* Exercise goal: Give back the records below exactly, omitting the pictures.

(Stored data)
::::::

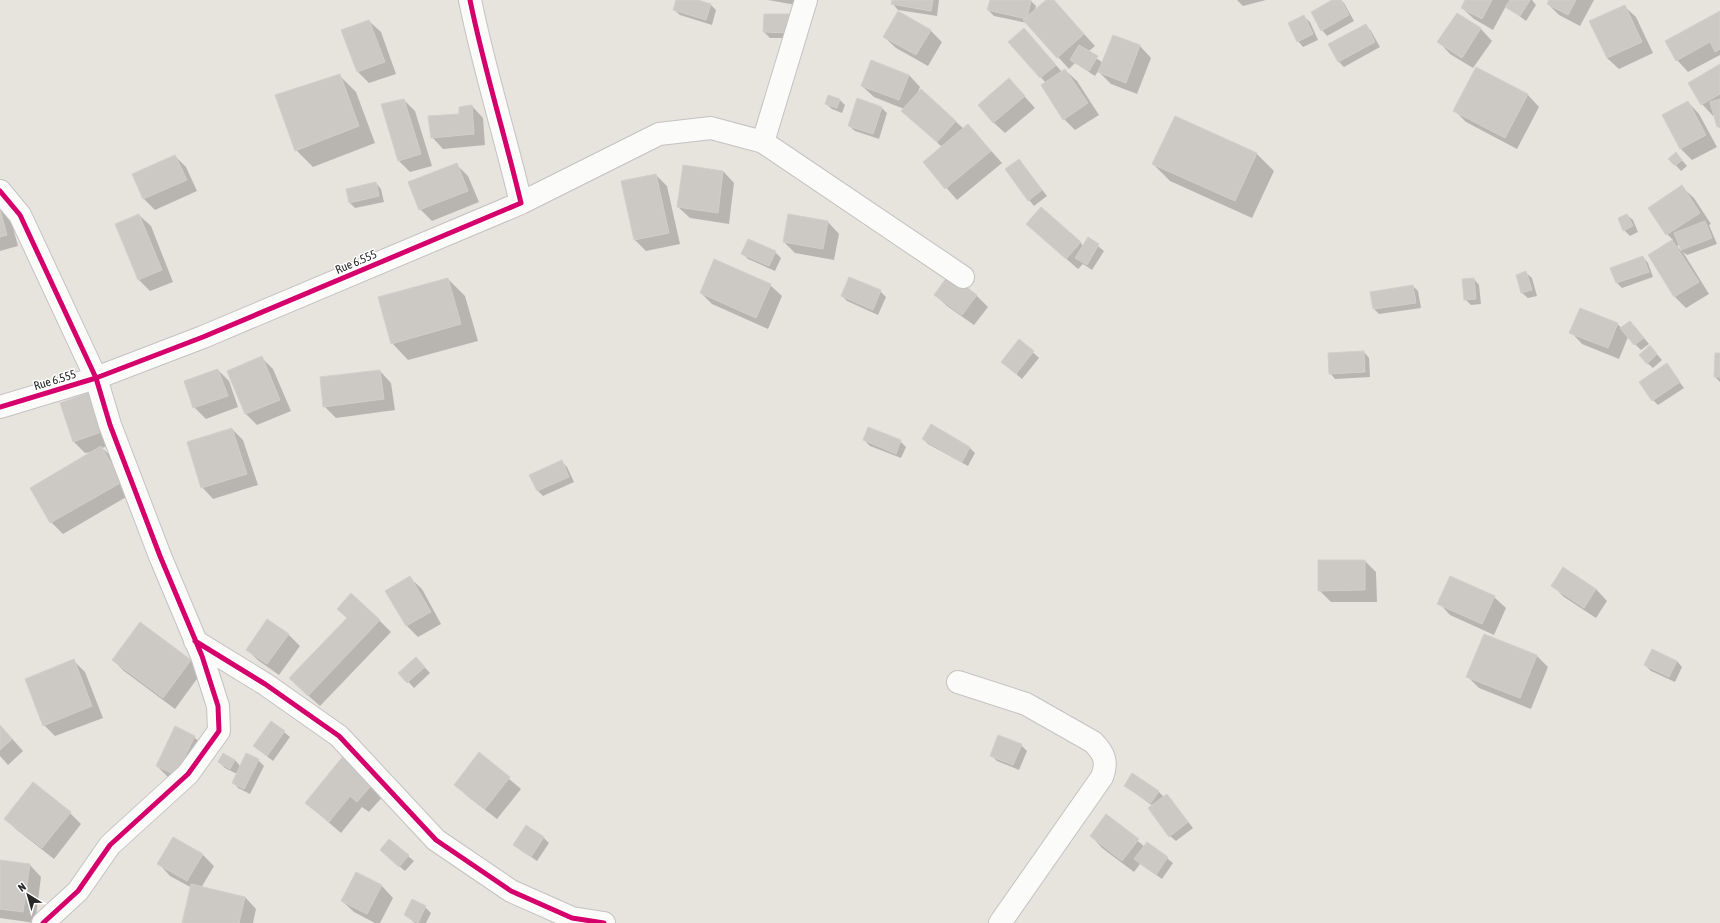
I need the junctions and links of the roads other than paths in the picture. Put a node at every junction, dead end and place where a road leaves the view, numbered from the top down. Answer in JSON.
{"nodes":[{"id":1,"x":470,"y":0,"type":"edge"},
{"id":2,"x":806,"y":0,"type":"edge"},
{"id":3,"x":763,"y":142,"type":"junction"},
{"id":4,"x":0,"y":191,"type":"edge"},
{"id":5,"x":521,"y":203,"type":"junction"},
{"id":6,"x":963,"y":277,"type":"dead end"},
{"id":7,"x":96,"y":378,"type":"junction"},
{"id":8,"x":0,"y":407,"type":"edge"},
{"id":9,"x":196,"y":641,"type":"junction"},
{"id":10,"x":958,"y":682,"type":"dead end"},
{"id":11,"x":571,"y":921,"type":"edge"},
{"id":12,"x":43,"y":923,"type":"edge"},
{"id":13,"x":604,"y":923,"type":"edge"},
{"id":14,"x":1000,"y":923,"type":"edge"}],
"edges":[{"from":1,"to":5,"type":"street"},
{"from":2,"to":3,"type":"street"},
{"from":3,"to":5,"type":"street","name":"Rue 6.555"},
{"from":3,"to":6,"type":"street","name":"Rue 6.555"},
{"from":4,"to":7,"type":"street"},
{"from":5,"to":7,"type":"street","name":"Rue 6.555"},
{"from":7,"to":8,"type":"street","name":"Rue 6.555"},
{"from":7,"to":9,"type":"street"},
{"from":9,"to":11,"type":"street"},
{"from":9,"to":12,"type":"street"},
{"from":10,"to":14,"type":"street"},
{"from":11,"to":13,"type":"street"}]}
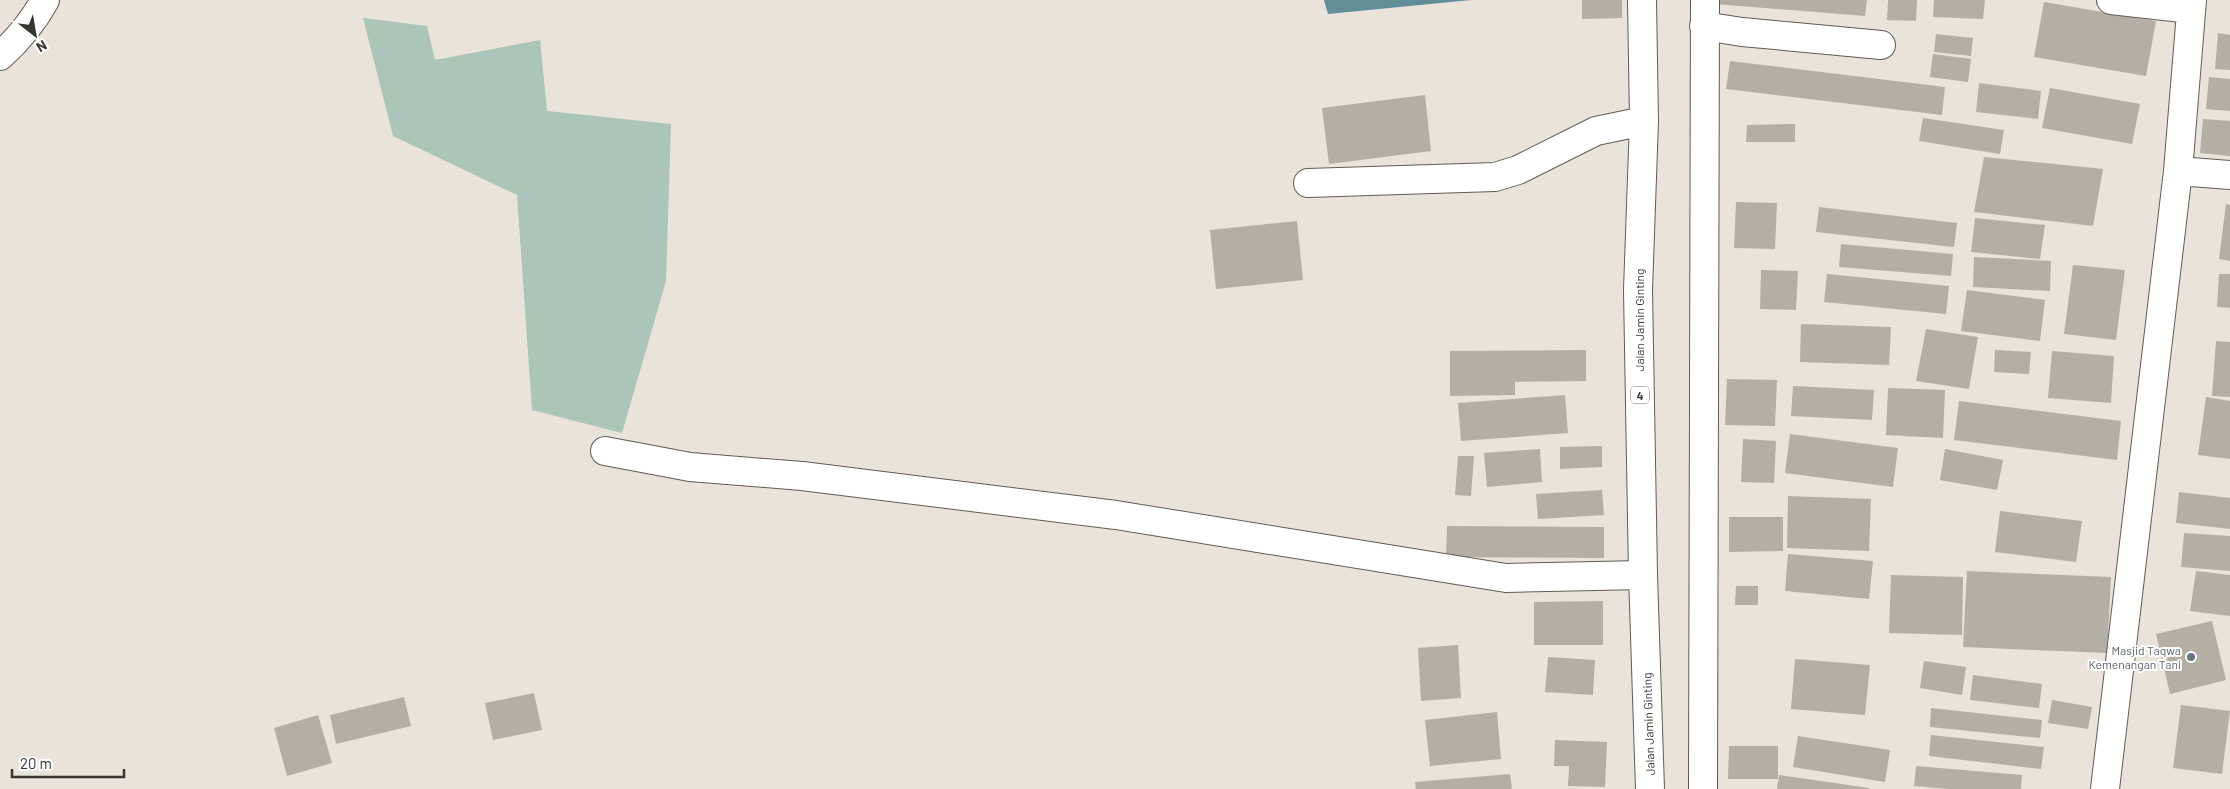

::::::

* Exercise output:
I need the junctions and links of the roads other than paths in the picture. Put a node at every junction, dead end and place where a road leaves the view, numbered from the top down. Answer in JSON.
{"nodes":[{"id":1,"x":470,"y":0,"type":"edge"},
{"id":2,"x":806,"y":0,"type":"edge"},
{"id":3,"x":763,"y":142,"type":"junction"},
{"id":4,"x":0,"y":191,"type":"edge"},
{"id":5,"x":521,"y":203,"type":"junction"},
{"id":6,"x":963,"y":277,"type":"dead end"},
{"id":7,"x":96,"y":378,"type":"junction"},
{"id":8,"x":0,"y":407,"type":"edge"},
{"id":9,"x":196,"y":641,"type":"junction"},
{"id":10,"x":958,"y":682,"type":"dead end"},
{"id":11,"x":571,"y":921,"type":"edge"},
{"id":12,"x":43,"y":923,"type":"edge"},
{"id":13,"x":604,"y":923,"type":"edge"},
{"id":14,"x":1000,"y":923,"type":"edge"}],
"edges":[{"from":1,"to":5,"type":"street"},
{"from":2,"to":3,"type":"street"},
{"from":3,"to":5,"type":"street","name":"Rue 6.555"},
{"from":3,"to":6,"type":"street","name":"Rue 6.555"},
{"from":4,"to":7,"type":"street"},
{"from":5,"to":7,"type":"street","name":"Rue 6.555"},
{"from":7,"to":8,"type":"street","name":"Rue 6.555"},
{"from":7,"to":9,"type":"street"},
{"from":9,"to":11,"type":"street"},
{"from":9,"to":12,"type":"street"},
{"from":10,"to":14,"type":"street"},
{"from":11,"to":13,"type":"street"}]}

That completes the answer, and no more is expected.